- Work required: Could you give the entries back exactly as they stand, minus any pictures?

(Collected data entries)

-- Opening Marker --

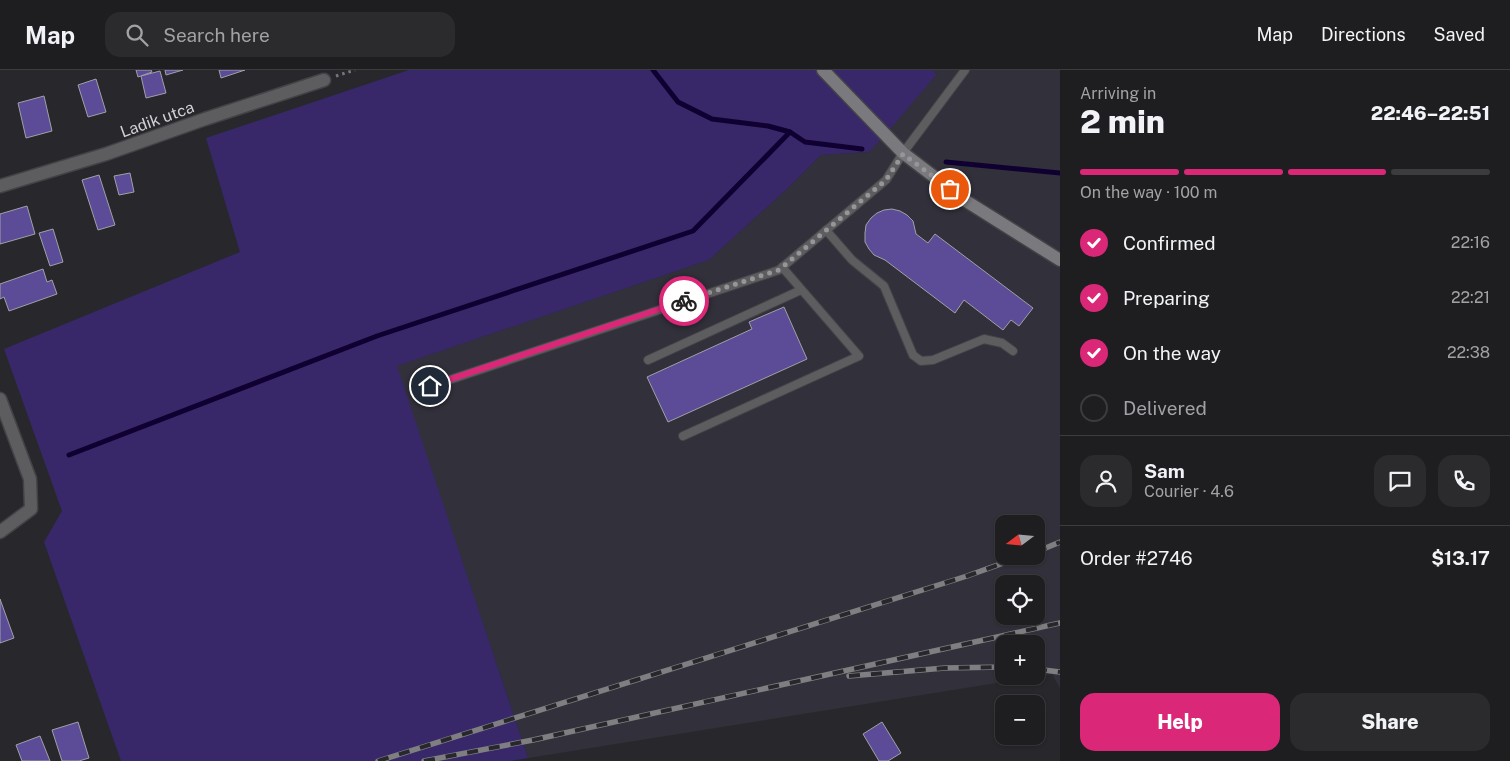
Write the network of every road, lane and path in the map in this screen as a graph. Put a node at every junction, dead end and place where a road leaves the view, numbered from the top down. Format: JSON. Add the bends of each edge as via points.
{"nodes":[{"id":1,"x":823,"y":70,"type":"edge"},
{"id":2,"x":965,"y":70,"type":"edge"},
{"id":3,"x":324,"y":80,"type":"dead end"},
{"id":4,"x":903,"y":154,"type":"junction"},
{"id":5,"x":0,"y":186,"type":"edge"},
{"id":6,"x":826,"y":230,"type":"junction"},
{"id":7,"x":1060,"y":260,"type":"edge"},
{"id":8,"x":782,"y":268,"type":"junction"},
{"id":9,"x":801,"y":290,"type":"junction"},
{"id":10,"x":1013,"y":351,"type":"dead end"},
{"id":11,"x":648,"y":360,"type":"dead end"},
{"id":12,"x":430,"y":386,"type":"dead end"},
{"id":13,"x":0,"y":400,"type":"edge"},
{"id":14,"x":683,"y":436,"type":"dead end"},
{"id":15,"x":0,"y":532,"type":"edge"}],
"edges":[{"from":1,"to":4,"type":"street"},
{"from":2,"to":4,"type":"lane"},
{"from":3,"to":5,"type":"street","name":"Ladik utca","via":[[106,154]]},
{"from":4,"to":6,"type":"lane","via":[[886,180]]},
{"from":4,"to":7,"type":"street","via":[[966,201]]},
{"from":6,"to":8,"type":"lane"},
{"from":6,"to":10,"type":"lane","via":[[852,260],[884,286],[913,355],[921,361],[933,360],[984,339],[1002,343]]},
{"from":8,"to":9,"type":"lane"},
{"from":8,"to":12,"type":"lane"},
{"from":9,"to":11,"type":"lane"},
{"from":9,"to":14,"type":"lane","via":[[859,356]]},
{"from":13,"to":15,"type":"street","via":[[30,479],[31,509]]}]}
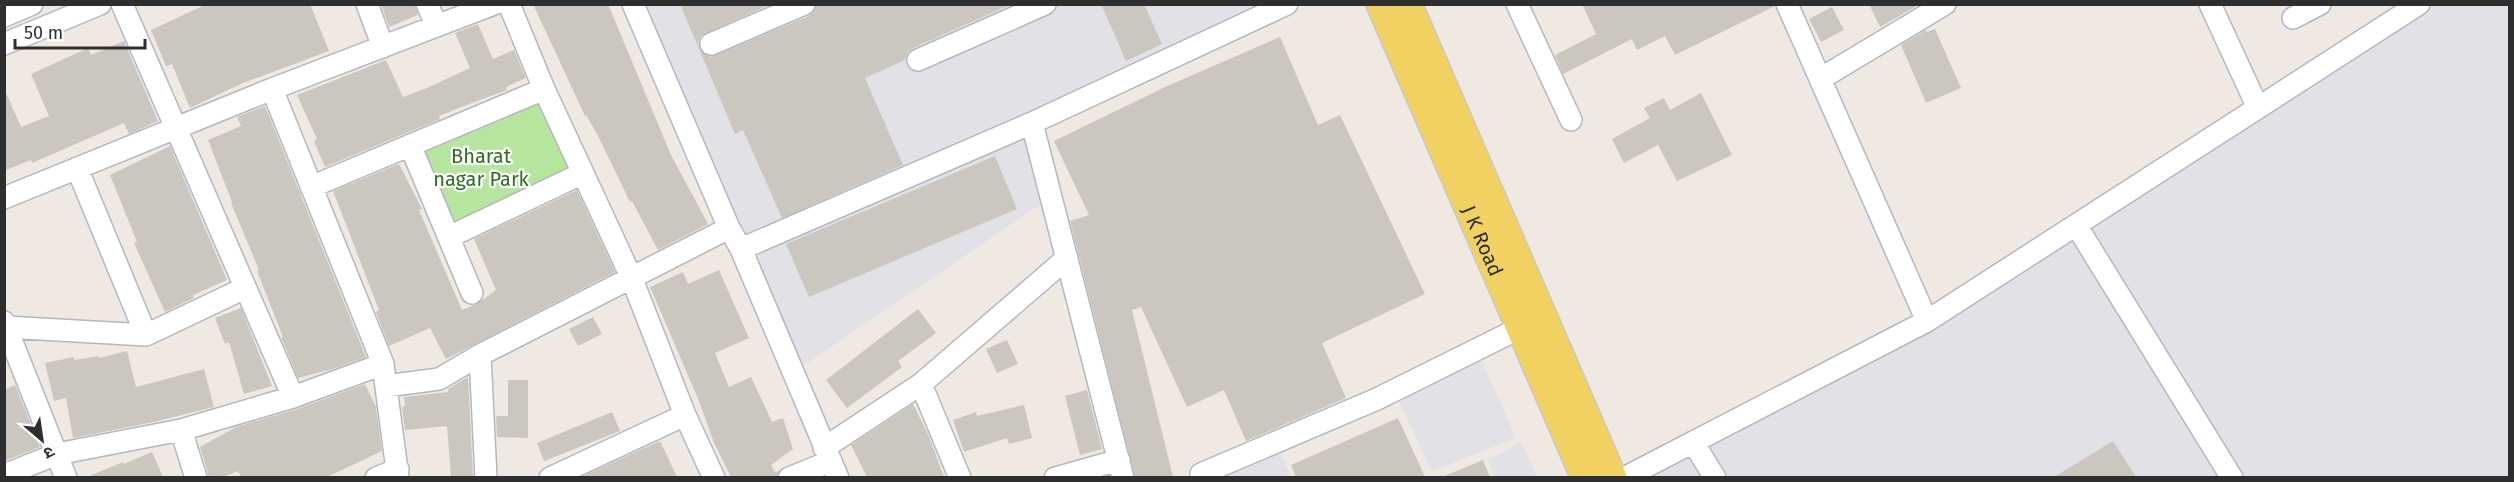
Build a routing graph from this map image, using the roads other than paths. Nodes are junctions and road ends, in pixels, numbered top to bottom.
1 (32, 4) edge
2 (100, 4) edge
3 (122, 4) edge
4 (367, 4) edge
5 (427, 4) edge
6 (494, 4) edge
7 (508, 4) edge
8 (633, 4) edge
9 (804, 4) edge
10 (1045, 4) edge
11 (1287, 4) edge
12 (1380, 4) edge
13 (1408, 4) edge
14 (1517, 4) edge
15 (1787, 4) edge
16 (1945, 4) edge
17 (2210, 4) edge
18 (2320, 4) edge
19 (2415, 6) edge
20 (4, 15) edge
21 (2293, 18) dead end
22 (437, 26) junction
23 (4, 44) edge
24 (711, 44) dead end
25 (383, 47) junction
26 (918, 60) dead end
27 (1820, 79) junction
28 (272, 89) junction
29 (544, 89) junction
30 (2258, 108) junction
31 (1571, 120) dead end
32 (1032, 123) junction
33 (175, 128) junction
34 (410, 145) junction
35 (77, 168) junction
36 (583, 173) junction
37 (311, 187) junction
38 (4, 198) edge
39 (2076, 225) junction
40 (729, 228) junction
41 (449, 237) junction
42 (741, 249) junction
43 (1067, 258) junction
44 (632, 279) junction
45 (245, 288) junction
46 (472, 293) dead end
47 (1928, 321) junction
48 (5, 325) edge
49 (1520, 328) junction
50 (146, 335) junction
51 (480, 355) junction
52 (383, 364) junction
53 (921, 384) junction
54 (386, 386) junction
55 (293, 397) junction
56 (685, 415) junction
57 (182, 430) junction
58 (1694, 442) junction
59 (57, 454) junction
60 (831, 462) edge
61 (1121, 469) edge
62 (398, 473) edge
63 (1201, 474) dead end
64 (4, 475) edge
65 (66, 477) edge
66 (196, 477) edge
67 (376, 477) edge
68 (486, 477) edge
69 (550, 477) edge
70 (714, 477) edge
71 (789, 477) edge
72 (960, 477) edge
73 (1054, 477) edge
74 (1585, 477) edge
75 (1613, 477) edge
76 (1624, 477) edge
77 (1715, 477) edge
78 (2232, 477) edge

1 - 20 street
2 - 23 street
3 - 33 street
4 - 25 street
5 - 22 street
6 - 22 street
7 - 29 street
8 - 40 street
9 - 24 street
10 - 26 street
11 - 32 street
12 - 49 main road, J K Road
13 - 75 main road, J K Road
14 - 31 street
15 - 27 street
16 - 27 street
17 - 30 street
18 - 21 street
19 - 30 street
22 - 25 street
25 - 28 street
27 - 47 street
28 - 33 street
28 - 37 street
29 - 34 street
29 - 36 street
30 - 39 street
32 - 42 street
32 - 43 street
33 - 35 street
33 - 45 street
34 - 37 street
34 - 41 street
35 - 38 street
35 - 50 street
36 - 41 street
36 - 44 street
37 - 52 street
39 - 47 street
39 - 78 street
40 - 42 street
40 - 44 street
41 - 46 street
42 - 60 street
43 - 53 street
43 - 61 street
44 - 51 street
44 - 56 street
45 - 50 street
45 - 55 street
47 - 58 street
48 - 50 street
48 - 59 street
49 - 63 street
49 - 74 main road, J K Road
51 - 54 street
51 - 68 street
52 - 54 street
52 - 55 street
53 - 60 street
53 - 72 street
54 - 62 street
55 - 57 street
56 - 69 street
56 - 70 street
57 - 59 street
57 - 66 street
58 - 76 street
58 - 77 street
59 - 64 street
59 - 65 street
60 - 71 street
61 - 73 street
62 - 67 street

-- Closing Marker --

- Your response:
Write the network of every road, lane and path in the map in this screen as a graph. Put a node at every junction, dead end and place where a road leaves the view, numbered from the top down. Format: JSON. Add the bends of each edge as via points.
{"nodes":[{"id":1,"x":823,"y":70,"type":"edge"},
{"id":2,"x":965,"y":70,"type":"edge"},
{"id":3,"x":324,"y":80,"type":"dead end"},
{"id":4,"x":903,"y":154,"type":"junction"},
{"id":5,"x":0,"y":186,"type":"edge"},
{"id":6,"x":826,"y":230,"type":"junction"},
{"id":7,"x":1060,"y":260,"type":"edge"},
{"id":8,"x":782,"y":268,"type":"junction"},
{"id":9,"x":801,"y":290,"type":"junction"},
{"id":10,"x":1013,"y":351,"type":"dead end"},
{"id":11,"x":648,"y":360,"type":"dead end"},
{"id":12,"x":430,"y":386,"type":"dead end"},
{"id":13,"x":0,"y":400,"type":"edge"},
{"id":14,"x":683,"y":436,"type":"dead end"},
{"id":15,"x":0,"y":532,"type":"edge"}],
"edges":[{"from":1,"to":4,"type":"street"},
{"from":2,"to":4,"type":"lane"},
{"from":3,"to":5,"type":"street","name":"Ladik utca","via":[[106,154]]},
{"from":4,"to":6,"type":"lane","via":[[886,180]]},
{"from":4,"to":7,"type":"street","via":[[966,201]]},
{"from":6,"to":8,"type":"lane"},
{"from":6,"to":10,"type":"lane","via":[[852,260],[884,286],[913,355],[921,361],[933,360],[984,339],[1002,343]]},
{"from":8,"to":9,"type":"lane"},
{"from":8,"to":12,"type":"lane"},
{"from":9,"to":11,"type":"lane"},
{"from":9,"to":14,"type":"lane","via":[[859,356]]},
{"from":13,"to":15,"type":"street","via":[[30,479],[31,509]]}]}
Build a routing graph from this map image, using the roads other than paths. Nodes are junctions and road ends, in pixels, numbered top to bottom.
1 (32, 4) edge
2 (100, 4) edge
3 (122, 4) edge
4 (367, 4) edge
5 (427, 4) edge
6 (494, 4) edge
7 (508, 4) edge
8 (633, 4) edge
9 (804, 4) edge
10 (1045, 4) edge
11 (1287, 4) edge
12 (1380, 4) edge
13 (1408, 4) edge
14 (1517, 4) edge
15 (1787, 4) edge
16 (1945, 4) edge
17 (2210, 4) edge
18 (2320, 4) edge
19 (2415, 6) edge
20 (4, 15) edge
21 (2293, 18) dead end
22 (437, 26) junction
23 (4, 44) edge
24 (711, 44) dead end
25 (383, 47) junction
26 (918, 60) dead end
27 (1820, 79) junction
28 (272, 89) junction
29 (544, 89) junction
30 (2258, 108) junction
31 (1571, 120) dead end
32 (1032, 123) junction
33 (175, 128) junction
34 (410, 145) junction
35 (77, 168) junction
36 (583, 173) junction
37 (311, 187) junction
38 (4, 198) edge
39 (2076, 225) junction
40 (729, 228) junction
41 (449, 237) junction
42 (741, 249) junction
43 (1067, 258) junction
44 (632, 279) junction
45 (245, 288) junction
46 (472, 293) dead end
47 (1928, 321) junction
48 (5, 325) edge
49 (1520, 328) junction
50 (146, 335) junction
51 (480, 355) junction
52 (383, 364) junction
53 (921, 384) junction
54 (386, 386) junction
55 (293, 397) junction
56 (685, 415) junction
57 (182, 430) junction
58 (1694, 442) junction
59 (57, 454) junction
60 (831, 462) edge
61 (1121, 469) edge
62 (398, 473) edge
63 (1201, 474) dead end
64 (4, 475) edge
65 (66, 477) edge
66 (196, 477) edge
67 (376, 477) edge
68 (486, 477) edge
69 (550, 477) edge
70 (714, 477) edge
71 (789, 477) edge
72 (960, 477) edge
73 (1054, 477) edge
74 (1585, 477) edge
75 (1613, 477) edge
76 (1624, 477) edge
77 (1715, 477) edge
78 (2232, 477) edge

1 - 20 street
2 - 23 street
3 - 33 street
4 - 25 street
5 - 22 street
6 - 22 street
7 - 29 street
8 - 40 street
9 - 24 street
10 - 26 street
11 - 32 street
12 - 49 main road, J K Road
13 - 75 main road, J K Road
14 - 31 street
15 - 27 street
16 - 27 street
17 - 30 street
18 - 21 street
19 - 30 street
22 - 25 street
25 - 28 street
27 - 47 street
28 - 33 street
28 - 37 street
29 - 34 street
29 - 36 street
30 - 39 street
32 - 42 street
32 - 43 street
33 - 35 street
33 - 45 street
34 - 37 street
34 - 41 street
35 - 38 street
35 - 50 street
36 - 41 street
36 - 44 street
37 - 52 street
39 - 47 street
39 - 78 street
40 - 42 street
40 - 44 street
41 - 46 street
42 - 60 street
43 - 53 street
43 - 61 street
44 - 51 street
44 - 56 street
45 - 50 street
45 - 55 street
47 - 58 street
48 - 50 street
48 - 59 street
49 - 63 street
49 - 74 main road, J K Road
51 - 54 street
51 - 68 street
52 - 54 street
52 - 55 street
53 - 60 street
53 - 72 street
54 - 62 street
55 - 57 street
56 - 69 street
56 - 70 street
57 - 59 street
57 - 66 street
58 - 76 street
58 - 77 street
59 - 64 street
59 - 65 street
60 - 71 street
61 - 73 street
62 - 67 street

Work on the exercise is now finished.